Morampudi, Vijay, Braun, Michel Y., D'Souza, Sushila
Infection and immunity 2011 v.79 no.5 pp. 2043-2050
Toxoplasma gondii, gene activation, gene expression, genes, genotype, humans, immune evasion, innate immunity, intestinal mucosa, parasites, pathogenicity, transcriptomics, viability
We investigated the early innate immune responses induced in human intestinal epithelial cells (IEC) by the three defined Toxoplasma gondii genotype strains. Transcriptome analysis revealed that among differentially expressed genes, β-defensins distinguished the most IEC infected by fast- or slow-replicating T. gondii genotypes. Although β-defensin 1 and 3 genes were not expressed in host cells at early time points postinfection, the slow-replicating type II and III parasites induced high levels of β-defensin 2 gene expression. Notably, no β-defensin 2 gene expression occurred early after infection with the fast-replicating type I parasite.

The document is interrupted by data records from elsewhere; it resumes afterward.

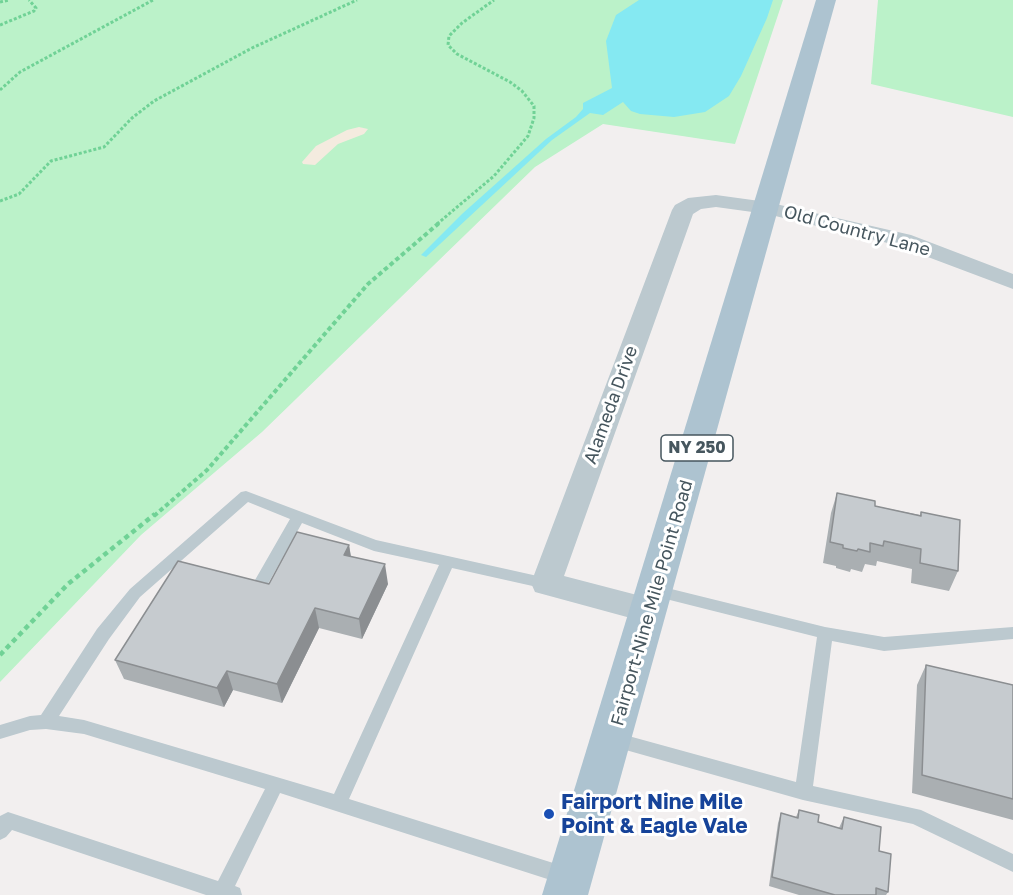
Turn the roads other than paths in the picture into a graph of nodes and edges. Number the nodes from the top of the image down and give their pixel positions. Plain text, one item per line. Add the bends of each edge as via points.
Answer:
1 (826, 0) edge
2 (767, 208) junction
3 (1013, 282) edge
4 (299, 516) junction
5 (448, 561) junction
6 (546, 583) junction
7 (259, 587) edge
8 (652, 601) junction
9 (825, 633) junction
10 (1013, 633) edge
11 (46, 722) junction
12 (0, 732) edge
13 (612, 740) junction
14 (276, 784) junction
15 (803, 792) junction
16 (338, 804) junction
17 (0, 831) edge
18 (1013, 863) edge
19 (568, 886) edge
20 (227, 893) edge

1 - 2 main road, Fairport-Nine Mile Point Road / NY 250
2 - 3 street, Old Country Lane via 903,240
2 - 6 street, Alameda Drive via 705,201 689,206 679,217
2 - 8 main road, Fairport-Nine Mile Point Road / NY 250
4 - 5 lane via 374,545
4 - 7 lane
4 - 11 lane via 246,496 135,593 103,634
5 - 6 lane
5 - 16 lane
6 - 8 street
8 - 9 lane
8 - 13 main road, Fairport-Nine Mile Point Road / NY 250
9 - 10 lane via 884,644
9 - 15 lane
11 - 12 lane
11 - 14 lane via 84,727
13 - 15 lane
13 - 19 main road, Fairport-Nine Mile Point Road / NY 250
14 - 16 lane
14 - 20 lane
15 - 18 lane via 915,816
16 - 19 lane
17 - 20 lane via 8,820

However, activation of this gene in IEC by poly(I:C) treatment prior to infection substantially decreased parasite viability, and pretreatment of parasites with synthetic β-defensin 2 significantly reduced their infectivity of IEC. These findings strongly support the modulation of early β-defensin 2 expression as a mechanism used by type I T. gondii parasites to mediate immune evasion.